* Provided entries
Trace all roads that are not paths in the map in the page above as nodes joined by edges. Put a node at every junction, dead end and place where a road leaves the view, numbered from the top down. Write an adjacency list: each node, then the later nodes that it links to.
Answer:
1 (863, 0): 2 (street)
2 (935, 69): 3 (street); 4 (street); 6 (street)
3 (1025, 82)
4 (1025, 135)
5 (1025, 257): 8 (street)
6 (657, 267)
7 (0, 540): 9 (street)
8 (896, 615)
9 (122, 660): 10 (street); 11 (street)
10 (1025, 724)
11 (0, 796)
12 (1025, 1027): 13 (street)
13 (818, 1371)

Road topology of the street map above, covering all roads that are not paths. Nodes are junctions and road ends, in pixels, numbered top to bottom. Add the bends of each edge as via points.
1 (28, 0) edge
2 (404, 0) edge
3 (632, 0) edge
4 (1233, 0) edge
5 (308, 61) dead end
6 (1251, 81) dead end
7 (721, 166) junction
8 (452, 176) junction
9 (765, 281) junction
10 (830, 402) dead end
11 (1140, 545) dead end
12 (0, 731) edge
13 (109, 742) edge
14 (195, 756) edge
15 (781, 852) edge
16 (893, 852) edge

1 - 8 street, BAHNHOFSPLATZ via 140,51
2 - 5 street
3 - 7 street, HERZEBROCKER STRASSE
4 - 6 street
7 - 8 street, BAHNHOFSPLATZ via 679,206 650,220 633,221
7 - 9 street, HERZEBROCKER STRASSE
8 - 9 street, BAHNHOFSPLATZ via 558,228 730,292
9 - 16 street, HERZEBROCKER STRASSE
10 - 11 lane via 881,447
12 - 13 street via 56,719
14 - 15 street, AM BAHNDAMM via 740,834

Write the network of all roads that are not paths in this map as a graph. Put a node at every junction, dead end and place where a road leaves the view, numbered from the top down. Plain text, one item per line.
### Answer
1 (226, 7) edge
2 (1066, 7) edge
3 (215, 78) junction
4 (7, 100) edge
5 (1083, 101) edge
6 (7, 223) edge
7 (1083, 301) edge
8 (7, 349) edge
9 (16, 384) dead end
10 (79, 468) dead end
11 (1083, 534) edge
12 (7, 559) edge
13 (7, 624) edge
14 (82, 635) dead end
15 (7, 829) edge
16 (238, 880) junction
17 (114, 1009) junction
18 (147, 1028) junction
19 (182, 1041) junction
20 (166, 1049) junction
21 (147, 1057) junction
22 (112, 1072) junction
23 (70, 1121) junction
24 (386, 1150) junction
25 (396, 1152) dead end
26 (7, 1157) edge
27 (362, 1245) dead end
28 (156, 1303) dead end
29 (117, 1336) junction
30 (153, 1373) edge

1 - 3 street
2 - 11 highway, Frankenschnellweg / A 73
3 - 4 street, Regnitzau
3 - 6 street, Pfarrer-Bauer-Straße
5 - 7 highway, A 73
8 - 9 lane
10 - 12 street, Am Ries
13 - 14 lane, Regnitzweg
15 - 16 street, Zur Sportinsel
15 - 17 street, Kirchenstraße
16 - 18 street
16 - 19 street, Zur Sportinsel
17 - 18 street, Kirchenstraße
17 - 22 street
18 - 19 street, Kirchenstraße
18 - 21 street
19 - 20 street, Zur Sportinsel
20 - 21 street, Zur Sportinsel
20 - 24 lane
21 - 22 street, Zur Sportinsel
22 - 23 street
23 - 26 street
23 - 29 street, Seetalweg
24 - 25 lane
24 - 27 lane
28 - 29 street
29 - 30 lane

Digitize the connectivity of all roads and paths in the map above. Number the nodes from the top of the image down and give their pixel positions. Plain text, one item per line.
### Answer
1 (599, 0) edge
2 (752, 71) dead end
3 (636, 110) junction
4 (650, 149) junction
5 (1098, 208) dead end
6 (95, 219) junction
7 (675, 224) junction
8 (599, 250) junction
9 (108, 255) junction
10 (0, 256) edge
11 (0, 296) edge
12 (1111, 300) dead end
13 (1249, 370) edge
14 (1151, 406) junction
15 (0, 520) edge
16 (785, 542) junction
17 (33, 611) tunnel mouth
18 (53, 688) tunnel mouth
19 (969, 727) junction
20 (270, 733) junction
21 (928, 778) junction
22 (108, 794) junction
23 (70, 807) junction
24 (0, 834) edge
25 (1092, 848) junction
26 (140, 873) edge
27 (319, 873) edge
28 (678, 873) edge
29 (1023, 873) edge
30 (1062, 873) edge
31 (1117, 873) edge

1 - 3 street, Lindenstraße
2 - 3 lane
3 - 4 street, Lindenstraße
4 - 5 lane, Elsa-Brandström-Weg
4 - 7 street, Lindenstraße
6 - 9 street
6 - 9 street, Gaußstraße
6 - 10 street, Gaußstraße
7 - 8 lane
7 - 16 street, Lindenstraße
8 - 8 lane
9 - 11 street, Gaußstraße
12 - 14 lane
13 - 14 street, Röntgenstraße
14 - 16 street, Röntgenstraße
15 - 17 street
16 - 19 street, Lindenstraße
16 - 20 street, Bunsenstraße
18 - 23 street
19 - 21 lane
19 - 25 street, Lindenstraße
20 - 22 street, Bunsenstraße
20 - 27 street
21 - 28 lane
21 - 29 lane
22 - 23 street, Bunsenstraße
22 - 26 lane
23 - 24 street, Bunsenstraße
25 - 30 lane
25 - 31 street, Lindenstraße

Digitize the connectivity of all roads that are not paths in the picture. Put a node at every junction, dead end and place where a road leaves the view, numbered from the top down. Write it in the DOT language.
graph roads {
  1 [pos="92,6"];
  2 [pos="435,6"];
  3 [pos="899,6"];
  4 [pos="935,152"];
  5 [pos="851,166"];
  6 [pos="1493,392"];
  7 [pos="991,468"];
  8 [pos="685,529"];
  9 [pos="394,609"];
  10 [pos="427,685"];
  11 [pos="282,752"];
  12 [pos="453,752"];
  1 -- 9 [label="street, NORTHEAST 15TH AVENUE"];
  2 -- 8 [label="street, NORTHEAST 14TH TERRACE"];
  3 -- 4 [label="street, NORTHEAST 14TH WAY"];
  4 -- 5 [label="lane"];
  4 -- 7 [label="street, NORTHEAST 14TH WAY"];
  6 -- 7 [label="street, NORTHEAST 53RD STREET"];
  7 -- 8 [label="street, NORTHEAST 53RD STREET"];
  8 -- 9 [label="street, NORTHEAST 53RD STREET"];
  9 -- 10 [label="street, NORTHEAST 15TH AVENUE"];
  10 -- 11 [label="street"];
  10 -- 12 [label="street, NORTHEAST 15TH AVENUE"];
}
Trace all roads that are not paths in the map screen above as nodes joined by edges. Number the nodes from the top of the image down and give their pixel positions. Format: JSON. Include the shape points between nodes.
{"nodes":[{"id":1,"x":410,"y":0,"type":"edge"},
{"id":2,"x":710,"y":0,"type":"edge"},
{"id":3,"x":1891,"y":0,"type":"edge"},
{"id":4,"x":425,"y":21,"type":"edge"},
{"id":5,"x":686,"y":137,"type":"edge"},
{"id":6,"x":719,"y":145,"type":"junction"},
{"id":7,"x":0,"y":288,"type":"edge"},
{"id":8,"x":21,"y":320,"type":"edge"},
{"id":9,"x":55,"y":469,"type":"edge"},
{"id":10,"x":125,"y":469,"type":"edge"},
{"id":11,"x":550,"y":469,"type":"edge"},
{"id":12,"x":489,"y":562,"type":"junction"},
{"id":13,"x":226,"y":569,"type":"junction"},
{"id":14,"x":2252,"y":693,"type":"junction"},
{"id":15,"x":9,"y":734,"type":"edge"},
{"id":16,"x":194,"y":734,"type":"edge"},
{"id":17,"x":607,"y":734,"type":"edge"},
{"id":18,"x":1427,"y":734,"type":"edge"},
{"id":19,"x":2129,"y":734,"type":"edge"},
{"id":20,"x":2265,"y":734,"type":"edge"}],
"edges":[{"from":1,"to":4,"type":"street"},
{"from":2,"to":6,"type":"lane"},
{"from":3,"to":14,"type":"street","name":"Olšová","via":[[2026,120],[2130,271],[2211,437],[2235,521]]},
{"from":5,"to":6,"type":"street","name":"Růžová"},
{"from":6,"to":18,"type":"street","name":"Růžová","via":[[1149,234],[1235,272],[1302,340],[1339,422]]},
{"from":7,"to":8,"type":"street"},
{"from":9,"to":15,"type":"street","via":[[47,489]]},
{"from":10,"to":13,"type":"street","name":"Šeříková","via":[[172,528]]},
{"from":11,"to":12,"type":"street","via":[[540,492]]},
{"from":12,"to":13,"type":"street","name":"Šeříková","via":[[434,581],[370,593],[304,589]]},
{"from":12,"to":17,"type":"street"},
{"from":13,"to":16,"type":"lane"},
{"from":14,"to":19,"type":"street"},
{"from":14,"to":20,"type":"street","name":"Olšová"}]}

* What the task asks
Taking the entries above, restate exactly those lines that fall between the line with "Write the network" and the line with "Digitize the connectivity of all roads and", keeping both of those lines too.

* Exercise solution
Write the network of all roads that are not paths in this map as a graph. Put a node at every junction, dead end and place where a road leaves the view, numbered from the top down. Plain text, one item per line.
### Answer
1 (226, 7) edge
2 (1066, 7) edge
3 (215, 78) junction
4 (7, 100) edge
5 (1083, 101) edge
6 (7, 223) edge
7 (1083, 301) edge
8 (7, 349) edge
9 (16, 384) dead end
10 (79, 468) dead end
11 (1083, 534) edge
12 (7, 559) edge
13 (7, 624) edge
14 (82, 635) dead end
15 (7, 829) edge
16 (238, 880) junction
17 (114, 1009) junction
18 (147, 1028) junction
19 (182, 1041) junction
20 (166, 1049) junction
21 (147, 1057) junction
22 (112, 1072) junction
23 (70, 1121) junction
24 (386, 1150) junction
25 (396, 1152) dead end
26 (7, 1157) edge
27 (362, 1245) dead end
28 (156, 1303) dead end
29 (117, 1336) junction
30 (153, 1373) edge

1 - 3 street
2 - 11 highway, Frankenschnellweg / A 73
3 - 4 street, Regnitzau
3 - 6 street, Pfarrer-Bauer-Straße
5 - 7 highway, A 73
8 - 9 lane
10 - 12 street, Am Ries
13 - 14 lane, Regnitzweg
15 - 16 street, Zur Sportinsel
15 - 17 street, Kirchenstraße
16 - 18 street
16 - 19 street, Zur Sportinsel
17 - 18 street, Kirchenstraße
17 - 22 street
18 - 19 street, Kirchenstraße
18 - 21 street
19 - 20 street, Zur Sportinsel
20 - 21 street, Zur Sportinsel
20 - 24 lane
21 - 22 street, Zur Sportinsel
22 - 23 street
23 - 26 street
23 - 29 street, Seetalweg
24 - 25 lane
24 - 27 lane
28 - 29 street
29 - 30 lane

Digitize the connectivity of all roads and paths in the map above. Number the nodes from the top of the image down and give their pixel positions. Plain text, one item per line.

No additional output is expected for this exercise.